Конечно, воспроизводить синдикаты 20-х годов в точной форме не следует, но о некоторых из их особенностей следует очень хорошо подумать. Прежде всего об их взаимосвязях с государством. Хотя капитал синдикатов принадлежал государству, но они были формально от него независимы и работали в тесном контакте с ВСНХ и Госпланом на договорных началах. И их деятельность определяла основной доход государства — результаты производственной деятельности, а не доходы физических лиц определяли наполнение бюджета. Мне кажется, что и ныне в наших ведущих корпорациях контрольный пакет акций должен принадлежать государству, а их деятельность определять основную часть дохода страны.
Второе соображение касается сельского хозяйства. В силу природных условий наше сельское хозяйство объективно не сможет стать конкурентоспособным, во всяком случае, на внешних рынках. Но страна, тем более такого масштаба, как Россия, имеет шанс выжить в МИРЕ ТНК лишь в том случае, если она способна сама себя кормить. Необходима специальная продовольственная программа. Она должна содержать и государственную финансовую поддержку, специальные мероприятия, позволяющие нашему сельскому хозяйству стать конкурентоспособным на внутреннем рынке, и многое другое.
Но я хотел бы заметить, что чисто рыночные методы (как и образ мышления) не способны справиться с комплексом вопросов, связанных с сельскохозяйственным производством, ибо оно основано на взаимоотношении Природы и общества, требующих для своего решения проникновения в их отнюдь не рыночную суть. Вот лишь один из примеров — мера механизации.
В США производительность труда одного сельскохозяйственного рабочего примерно в сто раз превышает производительность труда китайского крестьянина. Но американскому фермеру никогда и не снились урожаи, которые собирает с одного гектара китайский крестьянин. И, кроме того, нельзя забывать о том, что в основе нашей цивилизации лежит прежде всего сельскохозяйственное производство. Его изобретение знаменует появление совершенно нового типа взаимоотношений с Природой — создание искусственного кругооборота веществ.
И последнее — только та нация имеет шанс на достойное будущее, которая сумеет обеспечить высокий уровень образованности и нравственности. Для России этот тезис особенно актуален, поскольку в нашей суровой стране только опора на “высокие технологии” может обеспечить достаточно высокий уровень благосостояния народа.

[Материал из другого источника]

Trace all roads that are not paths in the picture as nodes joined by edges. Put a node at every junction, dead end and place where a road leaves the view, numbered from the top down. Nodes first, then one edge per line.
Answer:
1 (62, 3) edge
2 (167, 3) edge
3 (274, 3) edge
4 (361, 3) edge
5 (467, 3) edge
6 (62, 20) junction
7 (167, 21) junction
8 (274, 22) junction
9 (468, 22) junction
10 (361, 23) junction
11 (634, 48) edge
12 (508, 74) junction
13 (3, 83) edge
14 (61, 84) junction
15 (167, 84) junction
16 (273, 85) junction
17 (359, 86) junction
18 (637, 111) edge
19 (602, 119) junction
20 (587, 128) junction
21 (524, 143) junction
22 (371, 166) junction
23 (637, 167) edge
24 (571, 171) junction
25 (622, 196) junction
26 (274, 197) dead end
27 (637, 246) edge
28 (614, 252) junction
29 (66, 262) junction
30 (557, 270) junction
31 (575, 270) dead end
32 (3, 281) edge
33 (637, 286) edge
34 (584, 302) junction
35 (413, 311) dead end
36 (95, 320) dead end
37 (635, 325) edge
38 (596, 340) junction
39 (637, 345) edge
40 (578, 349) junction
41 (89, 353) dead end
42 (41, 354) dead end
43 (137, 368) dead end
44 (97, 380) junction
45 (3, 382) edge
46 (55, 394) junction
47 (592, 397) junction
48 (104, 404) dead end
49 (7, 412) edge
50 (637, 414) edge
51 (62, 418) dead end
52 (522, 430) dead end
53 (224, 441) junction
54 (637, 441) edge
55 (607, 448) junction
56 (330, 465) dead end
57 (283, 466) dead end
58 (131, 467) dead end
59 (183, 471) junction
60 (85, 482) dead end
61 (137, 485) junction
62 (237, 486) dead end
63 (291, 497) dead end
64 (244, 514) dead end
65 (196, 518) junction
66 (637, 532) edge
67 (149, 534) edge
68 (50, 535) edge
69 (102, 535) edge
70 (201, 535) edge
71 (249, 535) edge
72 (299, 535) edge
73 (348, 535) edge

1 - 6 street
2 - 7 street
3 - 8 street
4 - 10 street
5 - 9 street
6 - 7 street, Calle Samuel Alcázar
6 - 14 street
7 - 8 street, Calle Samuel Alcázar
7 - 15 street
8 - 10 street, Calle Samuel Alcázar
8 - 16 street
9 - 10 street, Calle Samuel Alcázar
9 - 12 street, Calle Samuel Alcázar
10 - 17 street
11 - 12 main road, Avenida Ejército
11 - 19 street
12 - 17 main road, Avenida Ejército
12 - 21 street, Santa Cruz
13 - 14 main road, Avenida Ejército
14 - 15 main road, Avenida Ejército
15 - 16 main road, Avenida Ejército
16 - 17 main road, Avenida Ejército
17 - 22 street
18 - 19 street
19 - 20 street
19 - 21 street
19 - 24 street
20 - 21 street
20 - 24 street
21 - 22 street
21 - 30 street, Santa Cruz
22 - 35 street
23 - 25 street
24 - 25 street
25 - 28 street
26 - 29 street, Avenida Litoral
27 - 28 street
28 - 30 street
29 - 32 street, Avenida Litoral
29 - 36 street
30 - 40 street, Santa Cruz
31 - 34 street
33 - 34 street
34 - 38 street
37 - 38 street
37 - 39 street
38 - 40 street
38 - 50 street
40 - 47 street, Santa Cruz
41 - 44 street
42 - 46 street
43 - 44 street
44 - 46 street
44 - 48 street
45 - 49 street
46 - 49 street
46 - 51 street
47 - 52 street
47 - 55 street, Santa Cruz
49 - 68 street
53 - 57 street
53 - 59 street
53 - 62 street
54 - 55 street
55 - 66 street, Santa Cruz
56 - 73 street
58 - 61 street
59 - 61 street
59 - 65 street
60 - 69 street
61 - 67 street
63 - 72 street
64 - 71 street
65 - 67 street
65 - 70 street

Вот почему в основе любой нашей политики, в любых условиях должен лежать старинный крестьянский принцип “сохранения посевного материала”: как бы ни было голодно зимой, нельзя трогать посевной материал, ибо это залог будущего. Вот почему самым большим преступлением сильных мира сего перед нацией я считаю падение уровня образования и катастрофическое сокращение научного потенциала.
* * *
Сегодня нацию охватили апатия и чувство безнадежности. И даже ядро электората — интеллигенция почти не реагирует на то, что говорят партийные лидеры. И так будет до тех пор, пока не сформируется партия или движение, которое сумеет сказать народу слова благодарности за то, что после разрухи гражданской войны он смог возродить страну во время нэпа, что после сталинского геноцида он смог выиграть Великую Отечественную войну и снова восстановить Великое Государство. Это движение должно сказать нации, что не все потеряно, что у нее есть перспективы возрождения, и указать пути к нему.
Я думаю, что необходим некий общественный совет, никак не связанный с государством или существующими партиями, который занялся бы перспективами развития страны. Его деятельность должна быть широко известна народу и открыта для дискуссий. И, опираясь на него, то ядро электората, которому посвящены эти размышления, сможет оказать решающее влияние на судьбы нашей страны.